This Jupyter Notebook aims to visualize missing data in the City of Los Angeles crime dataset, starting from 2020. We would also attempt to visualize outliers in the data set and eliminate these outliers. The dataset contains comprehensive records of crime incidents sourced from original crime reports, some of which were originally typed on paper, leading to potential inaccuracies. For privacy reasons, address fields are limited to the nearest hundred blocks. While the data is generally reliable, any questions or concerns can be addressed through comments.
The dataset provided consists of various columns representing different attributes of crime incidents in Los Angeles. We will read the CSV file and perform an analysis to visualize the presence of missing data using Plotly. The original dataset can be found here: https://www.kaggle.com/datasets/venkatsairo4899/los-angeles-crime-data-2020-2023.
- Importing Libraries and Reading the Data
- Exploring the Data
- Visualizing Missing Data
- Detecting Outliers using Isolation Forest
- Detecting Outliers using Seasonal Hybrid ESD Test
- Outlier Detection in Categorical Data based on Frequency Distributions
Outliers were detected primarily using machine learning techniques like the Isolation Forest Algorithm and Statistical outlier detection techniques like the seasonal hybrid ESD test.
Overview: Isolation Forest is an unsupervised machine learning algorithm used for detecting outliers in datasets.

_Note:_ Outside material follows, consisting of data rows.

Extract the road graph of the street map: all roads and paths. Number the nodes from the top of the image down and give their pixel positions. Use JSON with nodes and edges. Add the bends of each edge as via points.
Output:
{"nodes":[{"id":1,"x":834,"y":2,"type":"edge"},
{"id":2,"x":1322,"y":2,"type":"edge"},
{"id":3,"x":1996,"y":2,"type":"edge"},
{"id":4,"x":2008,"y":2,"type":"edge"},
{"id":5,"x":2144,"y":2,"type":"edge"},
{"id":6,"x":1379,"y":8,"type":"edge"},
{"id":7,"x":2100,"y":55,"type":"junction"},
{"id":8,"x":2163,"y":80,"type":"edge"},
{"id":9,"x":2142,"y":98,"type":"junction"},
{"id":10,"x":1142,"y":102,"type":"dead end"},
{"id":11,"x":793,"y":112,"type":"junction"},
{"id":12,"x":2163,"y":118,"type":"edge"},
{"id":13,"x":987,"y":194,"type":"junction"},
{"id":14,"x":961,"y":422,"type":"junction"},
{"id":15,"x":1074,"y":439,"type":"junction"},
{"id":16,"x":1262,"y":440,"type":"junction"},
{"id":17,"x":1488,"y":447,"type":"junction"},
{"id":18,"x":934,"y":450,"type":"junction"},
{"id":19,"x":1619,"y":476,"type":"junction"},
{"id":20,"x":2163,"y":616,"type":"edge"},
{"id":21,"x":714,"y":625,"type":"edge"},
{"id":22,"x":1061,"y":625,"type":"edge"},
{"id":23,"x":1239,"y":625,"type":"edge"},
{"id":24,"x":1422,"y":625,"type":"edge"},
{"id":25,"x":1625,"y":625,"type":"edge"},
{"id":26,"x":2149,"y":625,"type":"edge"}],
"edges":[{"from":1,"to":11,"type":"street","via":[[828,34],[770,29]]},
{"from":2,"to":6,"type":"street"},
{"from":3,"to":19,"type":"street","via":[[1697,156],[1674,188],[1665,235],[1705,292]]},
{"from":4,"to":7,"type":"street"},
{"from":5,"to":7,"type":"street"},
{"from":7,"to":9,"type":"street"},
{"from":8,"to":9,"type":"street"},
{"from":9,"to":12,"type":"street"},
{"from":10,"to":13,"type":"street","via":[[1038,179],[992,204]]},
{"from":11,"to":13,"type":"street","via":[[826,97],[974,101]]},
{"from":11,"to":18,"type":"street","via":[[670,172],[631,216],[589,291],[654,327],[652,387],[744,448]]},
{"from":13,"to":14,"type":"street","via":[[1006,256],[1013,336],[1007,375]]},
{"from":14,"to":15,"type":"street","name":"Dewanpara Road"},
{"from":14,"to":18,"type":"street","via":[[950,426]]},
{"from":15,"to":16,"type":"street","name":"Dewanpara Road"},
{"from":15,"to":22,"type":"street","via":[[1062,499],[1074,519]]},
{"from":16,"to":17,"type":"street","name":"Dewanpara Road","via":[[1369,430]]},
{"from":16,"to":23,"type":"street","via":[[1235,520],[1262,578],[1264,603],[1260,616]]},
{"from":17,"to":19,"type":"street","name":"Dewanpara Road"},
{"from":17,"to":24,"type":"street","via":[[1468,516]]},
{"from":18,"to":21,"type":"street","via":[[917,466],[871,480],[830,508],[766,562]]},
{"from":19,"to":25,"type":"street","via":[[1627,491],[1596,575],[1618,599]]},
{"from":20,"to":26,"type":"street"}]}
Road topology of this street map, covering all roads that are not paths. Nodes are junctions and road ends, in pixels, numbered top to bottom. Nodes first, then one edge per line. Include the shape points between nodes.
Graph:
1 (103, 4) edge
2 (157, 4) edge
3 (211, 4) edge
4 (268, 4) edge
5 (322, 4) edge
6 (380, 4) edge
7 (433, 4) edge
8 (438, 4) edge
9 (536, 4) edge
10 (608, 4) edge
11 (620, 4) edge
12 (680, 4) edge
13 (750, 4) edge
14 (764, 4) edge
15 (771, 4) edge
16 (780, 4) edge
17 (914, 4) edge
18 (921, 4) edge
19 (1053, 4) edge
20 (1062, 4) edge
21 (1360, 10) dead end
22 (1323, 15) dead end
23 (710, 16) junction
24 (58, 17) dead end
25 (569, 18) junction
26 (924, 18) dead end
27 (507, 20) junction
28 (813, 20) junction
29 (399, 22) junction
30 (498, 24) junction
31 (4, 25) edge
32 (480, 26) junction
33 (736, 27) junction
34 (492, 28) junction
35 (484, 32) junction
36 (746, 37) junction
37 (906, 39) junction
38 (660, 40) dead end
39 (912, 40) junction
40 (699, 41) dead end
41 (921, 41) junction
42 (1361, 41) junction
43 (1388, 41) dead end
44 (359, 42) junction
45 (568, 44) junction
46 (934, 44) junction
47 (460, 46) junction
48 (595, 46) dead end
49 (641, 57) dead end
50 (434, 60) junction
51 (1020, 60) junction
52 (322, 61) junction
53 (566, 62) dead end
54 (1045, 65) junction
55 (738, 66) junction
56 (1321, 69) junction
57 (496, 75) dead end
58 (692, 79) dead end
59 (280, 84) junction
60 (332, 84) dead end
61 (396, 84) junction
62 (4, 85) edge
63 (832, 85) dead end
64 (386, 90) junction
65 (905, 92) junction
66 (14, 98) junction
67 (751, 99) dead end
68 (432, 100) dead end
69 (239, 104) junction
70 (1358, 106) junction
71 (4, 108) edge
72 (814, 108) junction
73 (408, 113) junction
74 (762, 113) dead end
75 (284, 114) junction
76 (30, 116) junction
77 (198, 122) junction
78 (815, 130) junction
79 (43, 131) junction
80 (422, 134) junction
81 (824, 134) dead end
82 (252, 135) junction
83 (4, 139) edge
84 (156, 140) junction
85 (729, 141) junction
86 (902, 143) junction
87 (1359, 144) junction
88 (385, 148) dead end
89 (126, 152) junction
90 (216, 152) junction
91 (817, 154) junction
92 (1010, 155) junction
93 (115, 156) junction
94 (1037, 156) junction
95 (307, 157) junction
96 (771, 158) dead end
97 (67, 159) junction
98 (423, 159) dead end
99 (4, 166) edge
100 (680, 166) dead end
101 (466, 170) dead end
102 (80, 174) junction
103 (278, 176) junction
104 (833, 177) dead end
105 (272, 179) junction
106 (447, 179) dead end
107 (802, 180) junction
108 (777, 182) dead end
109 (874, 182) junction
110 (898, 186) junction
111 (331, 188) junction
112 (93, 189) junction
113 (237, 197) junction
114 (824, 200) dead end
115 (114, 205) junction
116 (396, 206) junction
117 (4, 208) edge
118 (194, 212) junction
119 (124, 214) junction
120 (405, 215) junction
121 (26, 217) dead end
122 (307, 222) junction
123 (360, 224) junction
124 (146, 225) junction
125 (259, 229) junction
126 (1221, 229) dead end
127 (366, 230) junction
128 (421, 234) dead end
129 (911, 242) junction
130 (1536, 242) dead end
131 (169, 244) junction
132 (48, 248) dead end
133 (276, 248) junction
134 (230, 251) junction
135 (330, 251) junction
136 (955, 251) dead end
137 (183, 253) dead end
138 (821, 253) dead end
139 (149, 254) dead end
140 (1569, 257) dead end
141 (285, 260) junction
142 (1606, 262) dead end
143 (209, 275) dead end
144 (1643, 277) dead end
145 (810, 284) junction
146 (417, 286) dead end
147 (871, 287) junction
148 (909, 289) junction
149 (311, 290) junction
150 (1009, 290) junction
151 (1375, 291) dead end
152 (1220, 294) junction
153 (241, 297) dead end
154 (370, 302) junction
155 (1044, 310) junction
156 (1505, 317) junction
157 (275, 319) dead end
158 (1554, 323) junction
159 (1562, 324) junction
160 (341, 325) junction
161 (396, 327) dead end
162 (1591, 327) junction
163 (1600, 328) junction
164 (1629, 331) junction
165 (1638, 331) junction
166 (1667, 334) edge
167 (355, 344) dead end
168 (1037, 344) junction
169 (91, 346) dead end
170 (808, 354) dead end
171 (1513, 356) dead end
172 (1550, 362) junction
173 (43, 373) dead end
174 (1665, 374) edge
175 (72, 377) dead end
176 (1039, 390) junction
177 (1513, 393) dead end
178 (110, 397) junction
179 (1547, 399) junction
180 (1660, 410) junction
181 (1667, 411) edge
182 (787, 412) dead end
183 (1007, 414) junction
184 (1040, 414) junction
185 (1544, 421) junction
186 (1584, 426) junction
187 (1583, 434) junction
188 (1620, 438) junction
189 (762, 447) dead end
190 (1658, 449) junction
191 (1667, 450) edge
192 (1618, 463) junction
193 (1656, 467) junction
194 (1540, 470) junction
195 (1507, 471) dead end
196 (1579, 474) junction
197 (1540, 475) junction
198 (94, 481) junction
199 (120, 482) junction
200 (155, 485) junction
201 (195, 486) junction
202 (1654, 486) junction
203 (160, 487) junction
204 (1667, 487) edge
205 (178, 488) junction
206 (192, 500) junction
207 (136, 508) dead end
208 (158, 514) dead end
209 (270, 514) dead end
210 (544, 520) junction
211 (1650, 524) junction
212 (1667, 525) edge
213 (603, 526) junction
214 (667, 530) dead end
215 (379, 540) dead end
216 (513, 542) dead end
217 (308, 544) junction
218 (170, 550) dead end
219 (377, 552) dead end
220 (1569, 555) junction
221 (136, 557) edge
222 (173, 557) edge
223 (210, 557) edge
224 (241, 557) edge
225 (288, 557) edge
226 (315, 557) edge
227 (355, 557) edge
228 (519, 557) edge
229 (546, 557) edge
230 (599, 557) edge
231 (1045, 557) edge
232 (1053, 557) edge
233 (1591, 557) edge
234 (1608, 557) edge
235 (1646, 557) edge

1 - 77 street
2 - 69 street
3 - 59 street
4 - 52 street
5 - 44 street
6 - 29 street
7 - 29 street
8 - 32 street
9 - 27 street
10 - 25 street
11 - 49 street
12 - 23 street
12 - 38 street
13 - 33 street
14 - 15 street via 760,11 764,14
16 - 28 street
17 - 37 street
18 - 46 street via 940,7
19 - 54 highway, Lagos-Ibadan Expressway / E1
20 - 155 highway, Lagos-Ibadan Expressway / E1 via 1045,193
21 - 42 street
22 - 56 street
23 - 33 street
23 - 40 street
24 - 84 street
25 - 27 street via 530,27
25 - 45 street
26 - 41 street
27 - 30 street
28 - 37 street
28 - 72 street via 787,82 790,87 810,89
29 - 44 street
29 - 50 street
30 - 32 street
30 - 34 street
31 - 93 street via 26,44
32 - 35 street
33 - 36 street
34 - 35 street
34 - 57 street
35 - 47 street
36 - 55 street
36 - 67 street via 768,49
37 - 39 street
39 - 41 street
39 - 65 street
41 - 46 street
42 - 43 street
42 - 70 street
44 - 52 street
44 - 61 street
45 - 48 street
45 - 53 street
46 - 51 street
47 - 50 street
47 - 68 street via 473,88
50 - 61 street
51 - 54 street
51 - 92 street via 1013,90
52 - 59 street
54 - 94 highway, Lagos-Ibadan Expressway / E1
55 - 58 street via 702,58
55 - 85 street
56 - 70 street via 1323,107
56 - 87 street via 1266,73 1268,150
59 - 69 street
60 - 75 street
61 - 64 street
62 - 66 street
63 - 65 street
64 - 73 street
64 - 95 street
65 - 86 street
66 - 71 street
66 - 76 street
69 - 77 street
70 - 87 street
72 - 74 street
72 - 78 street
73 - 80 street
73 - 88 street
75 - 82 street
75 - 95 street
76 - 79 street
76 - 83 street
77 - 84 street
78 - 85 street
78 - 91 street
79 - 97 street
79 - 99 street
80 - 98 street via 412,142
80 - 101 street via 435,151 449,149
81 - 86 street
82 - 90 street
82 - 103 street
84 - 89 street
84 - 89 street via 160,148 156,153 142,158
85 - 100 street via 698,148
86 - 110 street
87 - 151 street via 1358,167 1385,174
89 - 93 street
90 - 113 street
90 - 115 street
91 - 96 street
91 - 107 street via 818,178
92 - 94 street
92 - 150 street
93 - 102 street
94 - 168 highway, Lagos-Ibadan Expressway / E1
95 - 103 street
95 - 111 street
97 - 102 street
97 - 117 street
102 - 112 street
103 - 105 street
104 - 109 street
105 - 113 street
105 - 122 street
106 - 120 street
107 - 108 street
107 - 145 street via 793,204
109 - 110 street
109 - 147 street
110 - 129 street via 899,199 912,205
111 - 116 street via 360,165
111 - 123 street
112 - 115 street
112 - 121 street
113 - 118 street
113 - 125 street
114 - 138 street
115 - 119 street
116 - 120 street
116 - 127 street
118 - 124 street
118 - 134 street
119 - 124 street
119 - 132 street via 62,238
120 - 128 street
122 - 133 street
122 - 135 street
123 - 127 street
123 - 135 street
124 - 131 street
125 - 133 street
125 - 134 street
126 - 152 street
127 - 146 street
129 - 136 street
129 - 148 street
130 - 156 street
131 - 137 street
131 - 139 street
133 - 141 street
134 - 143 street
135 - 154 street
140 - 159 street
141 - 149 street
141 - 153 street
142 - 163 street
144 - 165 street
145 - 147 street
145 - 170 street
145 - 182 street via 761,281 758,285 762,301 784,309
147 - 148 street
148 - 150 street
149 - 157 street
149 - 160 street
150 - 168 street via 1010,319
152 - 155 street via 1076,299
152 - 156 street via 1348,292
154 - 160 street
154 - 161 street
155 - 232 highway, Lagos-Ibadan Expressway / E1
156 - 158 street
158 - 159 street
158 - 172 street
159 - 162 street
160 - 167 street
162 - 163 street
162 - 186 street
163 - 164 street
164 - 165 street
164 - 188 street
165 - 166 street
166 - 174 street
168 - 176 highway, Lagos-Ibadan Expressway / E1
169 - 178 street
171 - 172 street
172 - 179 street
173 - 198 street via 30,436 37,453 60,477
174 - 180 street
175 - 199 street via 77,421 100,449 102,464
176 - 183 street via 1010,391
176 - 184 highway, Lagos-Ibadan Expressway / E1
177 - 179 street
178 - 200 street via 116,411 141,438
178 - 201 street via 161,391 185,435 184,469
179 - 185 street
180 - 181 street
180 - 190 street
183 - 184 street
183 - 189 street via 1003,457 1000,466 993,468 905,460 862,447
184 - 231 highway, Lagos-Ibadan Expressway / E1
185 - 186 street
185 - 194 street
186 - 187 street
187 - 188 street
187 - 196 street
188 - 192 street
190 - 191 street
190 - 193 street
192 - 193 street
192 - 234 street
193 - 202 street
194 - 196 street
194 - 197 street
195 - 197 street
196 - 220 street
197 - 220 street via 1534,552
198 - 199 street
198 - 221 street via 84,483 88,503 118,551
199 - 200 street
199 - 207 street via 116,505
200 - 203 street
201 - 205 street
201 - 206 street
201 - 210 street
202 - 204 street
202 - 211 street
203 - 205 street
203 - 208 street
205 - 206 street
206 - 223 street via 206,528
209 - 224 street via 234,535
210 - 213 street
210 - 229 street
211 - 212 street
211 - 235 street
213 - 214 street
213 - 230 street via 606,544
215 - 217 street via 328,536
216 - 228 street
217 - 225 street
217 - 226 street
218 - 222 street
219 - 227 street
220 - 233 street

It is particularly effective for high-dimensional datasets and works well when the majority of data points are close together, and outliers are few and far apart.
When to Use Isolation Forest:
- High-Dimensional Data: Isolation Forest performs well in high-dimensional datasets where traditional distance-based outlier detection methods struggle due to the curse of dimensionality.
- Few Outliers: If your dataset contains a small proportion of outliers compared to inliers, Isolation Forest is a good choice as it can efficiently identify those rare anomalies.
- Numerical Data: Isolation Forest works best with numerical data, so it is suitable for detecting outliers in continuous variables.
- No Prior Knowledge: Isolation Forest is an unsupervised method, meaning it does not require any labeled data for training, making it convenient when you lack labeled anomaly data.
- Quick Detection: The algorithm can be computationally efficient, making it suitable for large datasets with many features.
Overview The Seasonal Hybrid ESD Test is a method for detecting outliers in time series data. It combines statistical and machine learning techniques to identify anomalies that deviate from the expected seasonal behavior.
When to Use Seasonal Hybrid ESD Test:
- Time Series Data: This method is specifically designed for detecting outliers in time series data, where observations are collected at successive time intervals.
- Seasonal Patterns: The Seasonal Hybrid ESD Test works best when the data exhibits seasonal or periodic patterns. It can identify outliers that deviate from the expected seasonal behavior.
- Environmental Data: It is commonly used in environmental monitoring, where data often exhibit seasonal fluctuations.
- Anomaly Detection in Time Series: If you need to identify unusual events or deviations from the regular patterns in your time series data, this method can be useful.
Overview
This method is used to detect outliers in categorical data by analyzing the frequency distribution of categories. It identifies categories that deviate significantly from the majority and might require further investigation or handling.
When to Use Outlier Detection in Categorical Data:
- Categorical Data: If your dataset contains categorical variables, such as area names, product categories, or customer segments, you can use this method to identify unusual or rare categories.
- Frequency Analysis: This method is based on frequency analysis, so it is particularly suitable when you want to analyze the distribution of categories and identify those with significantly higher or lower occurrences.
- Identifying Rare Events: Outlier detection in categorical data can help identify rare events, categories, or occurrences that may be of interest or concern.
- Preliminary Data Exploration: This method can be used as a preliminary step in data exploration to understand the distribution of categorical variables and uncover potential anomalies.
In summary, the choice of outlier detection method depends on the nature of your data and the specific problem you are trying to solve. Isolation Forest is effective for high-dimensional numerical data with few outliers, while the Seasonal Hybrid ESD Test is tailored for time series data with seasonal patterns. Outlier detection in categorical data is useful when dealing with categorical variables and analyzing the frequency distribution of categories. Consider the characteristics of your data and the type of outliers you expect to find when selecting the appropriate outlier detection technique.
The analysis provides valuable insights into data quality and potential anomalies in the crime dataset. This information can be used to guide data preprocessing, cleansing, and modeling processes in crime data analysis and forecasting. The methods demonstrated here can be applied to similar datasets for visualizing missing data and detecting outliers in various applications.